Thelymitra fuscolutea, commonly called chestnut sun orchid, is a species of orchid in the family Orchidaceae and is endemic to the south-west of Western Australia. It has a single erect, flat, leathery leaf and up to fifteen or more yellowish green flowers with reddish brown streaks and blotches. The column has broad, deeply fringed cream or whitish wings.

==Description==
Thelymitra fuscolutea is a tuberous, perennial herb with a single erect, flat, leathery, lance-shaped to egg-shaped leaf 50-150 mm long and 20-30 mm wide. Between two and fifteen or more yellowish green flowers with reddish brown streaks and blotches, 25-35 mm wide are borne on a flowering stem 200-300 mm tall.
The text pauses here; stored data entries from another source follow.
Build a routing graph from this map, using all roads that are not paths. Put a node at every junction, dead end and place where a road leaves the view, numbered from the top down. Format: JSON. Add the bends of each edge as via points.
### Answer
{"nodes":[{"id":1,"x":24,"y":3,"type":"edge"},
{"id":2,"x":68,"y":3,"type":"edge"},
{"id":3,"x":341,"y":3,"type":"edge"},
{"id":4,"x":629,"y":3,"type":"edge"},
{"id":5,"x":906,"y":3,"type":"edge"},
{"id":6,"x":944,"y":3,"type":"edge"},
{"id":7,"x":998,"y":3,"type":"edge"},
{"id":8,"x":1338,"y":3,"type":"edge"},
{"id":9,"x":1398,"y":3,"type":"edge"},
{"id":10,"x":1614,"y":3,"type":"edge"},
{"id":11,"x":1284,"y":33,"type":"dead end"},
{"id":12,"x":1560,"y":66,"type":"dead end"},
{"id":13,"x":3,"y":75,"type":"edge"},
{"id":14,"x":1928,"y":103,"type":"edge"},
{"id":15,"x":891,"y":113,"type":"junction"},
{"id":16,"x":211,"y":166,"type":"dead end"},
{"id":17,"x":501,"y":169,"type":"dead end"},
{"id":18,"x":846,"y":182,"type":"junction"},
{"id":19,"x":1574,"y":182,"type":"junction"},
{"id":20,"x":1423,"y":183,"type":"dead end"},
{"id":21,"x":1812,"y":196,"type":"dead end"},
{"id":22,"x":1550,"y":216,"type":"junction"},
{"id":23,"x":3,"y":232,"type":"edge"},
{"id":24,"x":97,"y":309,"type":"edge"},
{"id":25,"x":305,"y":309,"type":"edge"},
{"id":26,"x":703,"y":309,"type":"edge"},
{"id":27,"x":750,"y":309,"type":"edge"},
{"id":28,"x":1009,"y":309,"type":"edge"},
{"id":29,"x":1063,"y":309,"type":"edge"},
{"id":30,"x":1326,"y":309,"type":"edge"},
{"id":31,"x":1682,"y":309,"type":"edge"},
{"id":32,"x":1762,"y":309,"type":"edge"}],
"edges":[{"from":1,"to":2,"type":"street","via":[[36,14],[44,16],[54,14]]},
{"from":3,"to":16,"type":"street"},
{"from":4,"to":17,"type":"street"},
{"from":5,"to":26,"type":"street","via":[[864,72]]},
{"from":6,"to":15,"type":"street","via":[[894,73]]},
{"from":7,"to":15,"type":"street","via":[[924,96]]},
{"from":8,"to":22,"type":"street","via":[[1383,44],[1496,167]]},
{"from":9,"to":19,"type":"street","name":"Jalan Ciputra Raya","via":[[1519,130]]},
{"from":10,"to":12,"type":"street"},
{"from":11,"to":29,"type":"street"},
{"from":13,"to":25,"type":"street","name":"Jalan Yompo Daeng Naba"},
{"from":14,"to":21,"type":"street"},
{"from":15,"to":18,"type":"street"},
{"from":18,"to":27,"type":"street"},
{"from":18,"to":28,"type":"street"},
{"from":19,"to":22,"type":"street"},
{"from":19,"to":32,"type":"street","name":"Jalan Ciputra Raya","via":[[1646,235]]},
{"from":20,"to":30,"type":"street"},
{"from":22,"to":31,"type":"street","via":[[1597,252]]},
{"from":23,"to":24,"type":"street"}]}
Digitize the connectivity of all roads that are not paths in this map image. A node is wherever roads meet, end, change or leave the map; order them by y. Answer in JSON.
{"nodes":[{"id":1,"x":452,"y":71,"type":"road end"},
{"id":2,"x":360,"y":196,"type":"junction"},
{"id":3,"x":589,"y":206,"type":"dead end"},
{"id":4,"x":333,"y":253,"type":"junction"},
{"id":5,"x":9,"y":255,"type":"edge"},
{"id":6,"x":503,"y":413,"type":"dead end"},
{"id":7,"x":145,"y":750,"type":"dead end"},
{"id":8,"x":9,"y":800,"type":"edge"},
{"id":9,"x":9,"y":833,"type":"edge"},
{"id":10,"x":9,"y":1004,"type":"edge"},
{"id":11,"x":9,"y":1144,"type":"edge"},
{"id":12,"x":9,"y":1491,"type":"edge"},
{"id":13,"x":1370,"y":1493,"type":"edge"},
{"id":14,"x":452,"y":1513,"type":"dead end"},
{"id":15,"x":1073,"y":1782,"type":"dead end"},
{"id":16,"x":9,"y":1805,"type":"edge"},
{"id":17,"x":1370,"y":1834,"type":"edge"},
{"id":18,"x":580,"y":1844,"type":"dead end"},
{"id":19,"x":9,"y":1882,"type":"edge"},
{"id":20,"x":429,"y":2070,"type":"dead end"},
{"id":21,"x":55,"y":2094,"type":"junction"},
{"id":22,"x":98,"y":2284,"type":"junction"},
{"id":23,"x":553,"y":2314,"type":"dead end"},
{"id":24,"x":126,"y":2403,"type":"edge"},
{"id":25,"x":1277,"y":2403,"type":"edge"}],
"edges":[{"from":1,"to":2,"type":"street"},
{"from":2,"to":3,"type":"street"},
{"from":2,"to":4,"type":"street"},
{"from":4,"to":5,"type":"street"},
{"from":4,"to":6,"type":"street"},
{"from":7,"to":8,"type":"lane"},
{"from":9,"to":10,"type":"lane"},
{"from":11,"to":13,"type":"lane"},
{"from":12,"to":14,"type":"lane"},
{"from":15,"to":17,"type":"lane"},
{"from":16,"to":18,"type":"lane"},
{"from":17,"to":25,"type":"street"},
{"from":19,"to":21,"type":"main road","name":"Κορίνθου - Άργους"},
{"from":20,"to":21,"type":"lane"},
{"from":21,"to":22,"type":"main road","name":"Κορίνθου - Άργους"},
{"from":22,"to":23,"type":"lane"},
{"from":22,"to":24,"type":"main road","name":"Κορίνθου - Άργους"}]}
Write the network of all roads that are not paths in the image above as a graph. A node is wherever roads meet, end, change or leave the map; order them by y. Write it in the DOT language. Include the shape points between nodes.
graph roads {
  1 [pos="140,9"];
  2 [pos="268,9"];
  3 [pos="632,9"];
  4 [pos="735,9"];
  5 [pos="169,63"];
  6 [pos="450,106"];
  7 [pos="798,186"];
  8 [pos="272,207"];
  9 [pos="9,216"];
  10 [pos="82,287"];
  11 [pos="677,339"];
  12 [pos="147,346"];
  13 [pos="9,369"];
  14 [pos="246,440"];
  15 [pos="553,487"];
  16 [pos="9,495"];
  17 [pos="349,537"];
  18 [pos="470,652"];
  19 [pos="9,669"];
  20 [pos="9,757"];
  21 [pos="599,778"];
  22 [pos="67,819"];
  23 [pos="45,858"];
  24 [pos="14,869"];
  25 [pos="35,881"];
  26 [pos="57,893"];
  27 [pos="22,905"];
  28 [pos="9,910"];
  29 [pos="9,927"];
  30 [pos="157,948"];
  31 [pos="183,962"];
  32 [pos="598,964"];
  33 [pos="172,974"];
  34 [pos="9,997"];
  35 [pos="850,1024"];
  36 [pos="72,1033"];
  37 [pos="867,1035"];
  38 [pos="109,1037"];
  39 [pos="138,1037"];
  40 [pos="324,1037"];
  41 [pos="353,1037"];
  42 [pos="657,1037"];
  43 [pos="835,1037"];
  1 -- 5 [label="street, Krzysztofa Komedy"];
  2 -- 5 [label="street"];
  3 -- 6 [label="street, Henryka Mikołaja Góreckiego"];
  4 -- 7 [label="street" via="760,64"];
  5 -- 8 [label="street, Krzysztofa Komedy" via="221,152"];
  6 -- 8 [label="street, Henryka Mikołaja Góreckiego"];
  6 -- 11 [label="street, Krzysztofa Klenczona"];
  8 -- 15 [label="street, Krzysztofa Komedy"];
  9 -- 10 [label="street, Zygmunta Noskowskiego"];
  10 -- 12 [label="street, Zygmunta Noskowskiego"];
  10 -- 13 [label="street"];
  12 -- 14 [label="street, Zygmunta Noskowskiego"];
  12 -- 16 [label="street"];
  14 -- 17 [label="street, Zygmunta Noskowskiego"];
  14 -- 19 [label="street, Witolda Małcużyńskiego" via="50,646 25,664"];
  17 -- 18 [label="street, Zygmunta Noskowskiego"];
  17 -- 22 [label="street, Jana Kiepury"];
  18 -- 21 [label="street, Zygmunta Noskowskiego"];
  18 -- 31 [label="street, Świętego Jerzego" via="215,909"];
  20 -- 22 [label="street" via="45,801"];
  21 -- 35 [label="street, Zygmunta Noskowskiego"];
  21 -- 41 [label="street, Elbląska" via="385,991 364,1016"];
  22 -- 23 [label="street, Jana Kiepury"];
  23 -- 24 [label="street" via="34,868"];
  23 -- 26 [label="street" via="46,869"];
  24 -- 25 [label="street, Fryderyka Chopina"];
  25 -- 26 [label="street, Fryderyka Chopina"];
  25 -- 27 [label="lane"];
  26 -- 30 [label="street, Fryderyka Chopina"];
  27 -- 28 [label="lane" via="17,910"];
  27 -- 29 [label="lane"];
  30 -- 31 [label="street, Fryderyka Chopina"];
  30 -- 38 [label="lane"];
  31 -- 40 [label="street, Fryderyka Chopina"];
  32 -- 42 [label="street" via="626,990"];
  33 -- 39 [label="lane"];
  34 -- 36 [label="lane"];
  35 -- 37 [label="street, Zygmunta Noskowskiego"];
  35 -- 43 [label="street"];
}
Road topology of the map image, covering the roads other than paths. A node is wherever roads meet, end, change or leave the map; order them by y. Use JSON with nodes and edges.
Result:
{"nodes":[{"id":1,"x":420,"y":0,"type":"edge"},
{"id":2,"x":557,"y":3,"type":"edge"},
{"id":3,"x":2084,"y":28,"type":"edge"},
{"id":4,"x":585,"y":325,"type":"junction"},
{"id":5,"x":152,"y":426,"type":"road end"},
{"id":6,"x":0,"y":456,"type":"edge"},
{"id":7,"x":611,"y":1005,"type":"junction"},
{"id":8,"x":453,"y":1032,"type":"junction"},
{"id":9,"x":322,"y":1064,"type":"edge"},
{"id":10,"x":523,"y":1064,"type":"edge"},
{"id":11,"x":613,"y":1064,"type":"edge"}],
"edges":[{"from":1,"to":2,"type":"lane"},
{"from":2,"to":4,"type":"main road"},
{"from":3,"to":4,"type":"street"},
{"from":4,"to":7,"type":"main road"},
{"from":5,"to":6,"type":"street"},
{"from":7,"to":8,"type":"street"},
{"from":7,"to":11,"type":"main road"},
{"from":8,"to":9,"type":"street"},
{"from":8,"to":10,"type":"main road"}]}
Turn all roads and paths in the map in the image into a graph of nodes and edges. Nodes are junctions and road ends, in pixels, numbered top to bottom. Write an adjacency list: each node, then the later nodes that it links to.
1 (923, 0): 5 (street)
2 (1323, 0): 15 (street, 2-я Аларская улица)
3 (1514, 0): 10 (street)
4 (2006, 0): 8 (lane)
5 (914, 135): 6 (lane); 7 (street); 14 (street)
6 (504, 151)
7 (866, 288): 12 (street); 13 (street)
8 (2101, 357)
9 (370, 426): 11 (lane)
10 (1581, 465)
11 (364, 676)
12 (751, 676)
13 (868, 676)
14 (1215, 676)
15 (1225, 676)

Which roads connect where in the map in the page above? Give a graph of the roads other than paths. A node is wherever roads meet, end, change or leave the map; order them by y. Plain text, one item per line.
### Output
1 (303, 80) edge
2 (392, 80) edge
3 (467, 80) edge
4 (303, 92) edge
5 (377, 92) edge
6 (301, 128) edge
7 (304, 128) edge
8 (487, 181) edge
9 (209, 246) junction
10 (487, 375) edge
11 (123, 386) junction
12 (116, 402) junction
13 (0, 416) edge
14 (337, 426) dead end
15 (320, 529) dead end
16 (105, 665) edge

The sepals and petals are 12-16 mm long and 6-8 mm wide. The column is greenish near its base then cream or whitish, 6-9 mm long and 4-6 mm wide and has widely fringed wings. The lobe on the top of the anther has a club-like lobe on its top. The flowers are insect pollinated and open on sunny days. Flowering occurs from November to January.

==Taxonomy and naming==
Thelymitra fuscolutea was first formally described in 1810 by Robert Brown and the description was published in Prodromus Florae Novae Hollandiae et Insulae Van Diemen. The specific epithet (fuscolutea) means "brown" or "dark yellow".

==Distribution and habitat==
Chestnut sun orchid grows in heath, forest and on the edges of winter-wet swamps. It occurs between Perth and the Cape Arid National Park.

==Conservation==
Thelymitra fuscolutea is classified as "not threatened" by the Western Australian Government Department of Parks and Wildlife.